We need the FACTS for the public to see and we need wider discussions on the future of healthcare provision as it is currently failing most of our society badly. Most families now have someone on a waiting list for an operation.
Even the waiting list figures are smoke and mirrors. They don't include people who need operations but haven't even had their first consultant appointment as there is a huge wait time there. There are effectively waiting lists to even get onto a waiting list.

For the umpteenth time, it is there for anyone to see - just type in doctors salary scale UK. You analogy of accountants is pointless, because their salary is not transparent.

Here:
www.bmj.com/careers/article/the-complete-guide-to-nhs-pay-for-doctors

walkingonsunshinekat · 23/11/2022 10:42

@Blip

Nope, i just think its irrelevant, the relevant point is the Govt has deliberately chosen a course of action to reduce the number of Doctors trained in the UK, based on demographics and demand.

After all, you called the thread "why don't we just train more doctors" NOT "I want greater transparency on junior Doctor pay"

You ve come up with a long list of "maybe's.." but the one you ve missed out is the "Maybe they want to reduce the NHS to an emergency service only?" with routine care done via insurance and charities - i.e pre NHS.

The lack of new real estate, medics, nurses/AHP's and no change to social care, shows this is the true aim of Govt policy, these simply isn't any other explanation - what possible other reason would you go and introduce tuition fees for Nurses/AHPs when you know there is a shortage of 40k of nurses, let alone OT's physio's radiographers paramedics ?

You are wrong about waiting lists, another diversion.

Blip · 23/11/2022 10:44

The point about accountants is that they don't need to have transparency over their pay unless they work for the public sector. There does however need to be transparency for NHS doctors as they are paid from the public purse.

OP posts:
Badbadbunny · 23/11/2022 10:45

Coffeewinecake · 23/11/2022 10:34

Sorry, I am not sure whether your point is for or against but pretty much all of what you describe is the same for junior doctors, expect the time off in lieu/flexitime for unpaid overtime.

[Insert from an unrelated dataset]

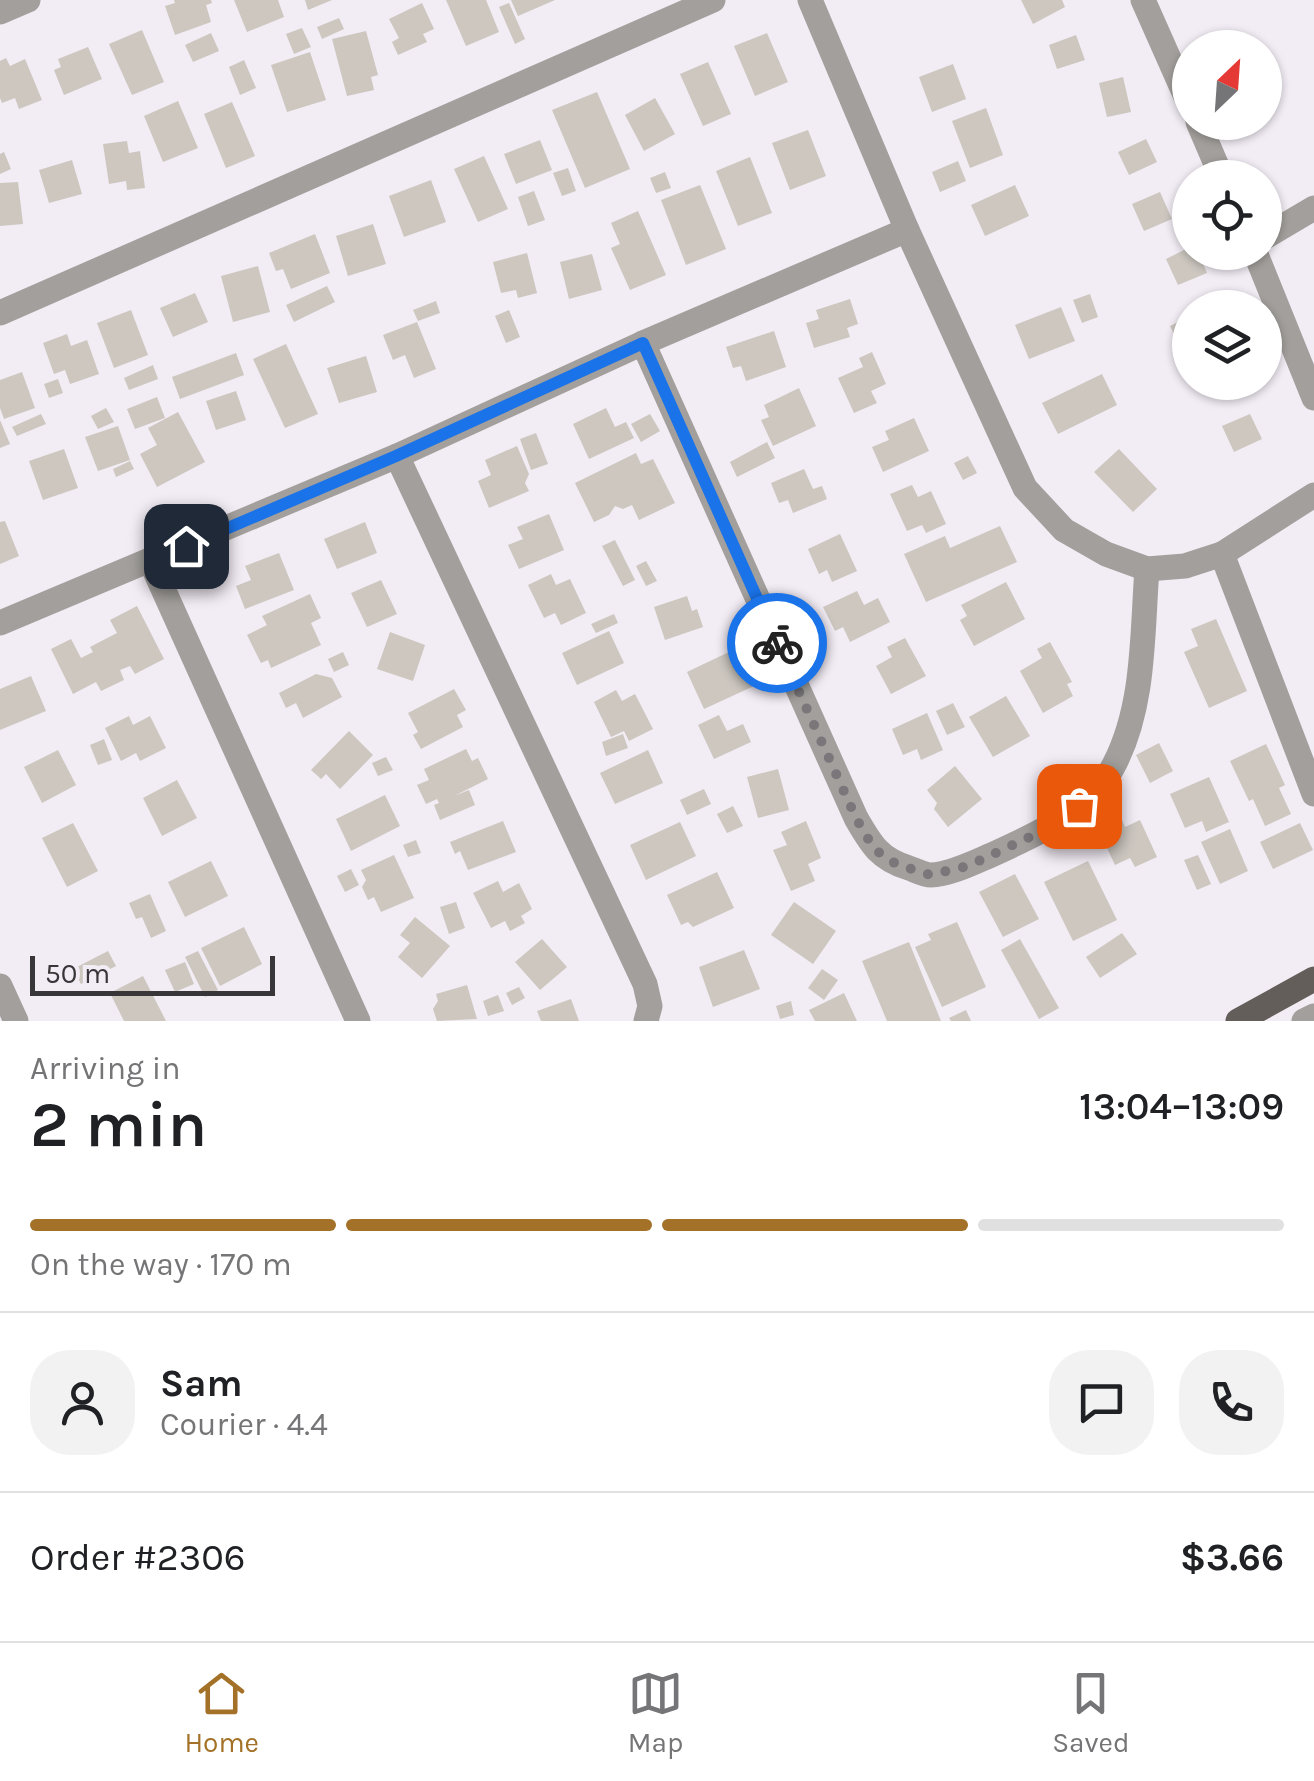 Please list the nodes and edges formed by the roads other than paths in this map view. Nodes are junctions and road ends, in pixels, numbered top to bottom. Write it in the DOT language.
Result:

The point is, a previous poster (maybe you) was suggesting that accountancy didn't have "out of hours" work, whereas in reality it does, albeit not a matter of life & death like some doctors, and there was a clear inferrence that accountancy trainees had a much easier time of it. But in reality it's comparing apples and bananas - accountants aren't making life/death decisions, but aren't getting paid for their training time and not usually for the extra/out of hours work. Trainee doctors are at least being paid for their training time as it's packaged as part of their working time.

As for the other argument about what salaries to use, I agree with the other poster in that if "overtime" is common and standard, then the wage, for comparison purposes, should include the average amount of overtime. It's disingenuous to just use "base" salary, when virtually no one would ever be paid as little as that due to the requirement/nature of the job to do x number of paid overtime hours as part of the job.

Blip · 23/11/2022 10:47

@walkingonsunshinekat
I'm not wrong about the waiting lists, there are huge wait times to even get onto them, several family members of mine have or are experiencing this.

I'm quite uncomfortable about the level to which you seem to want to suppress facts about the NHS by either denying them or dismissing them as "irrelevant" or "red herrings".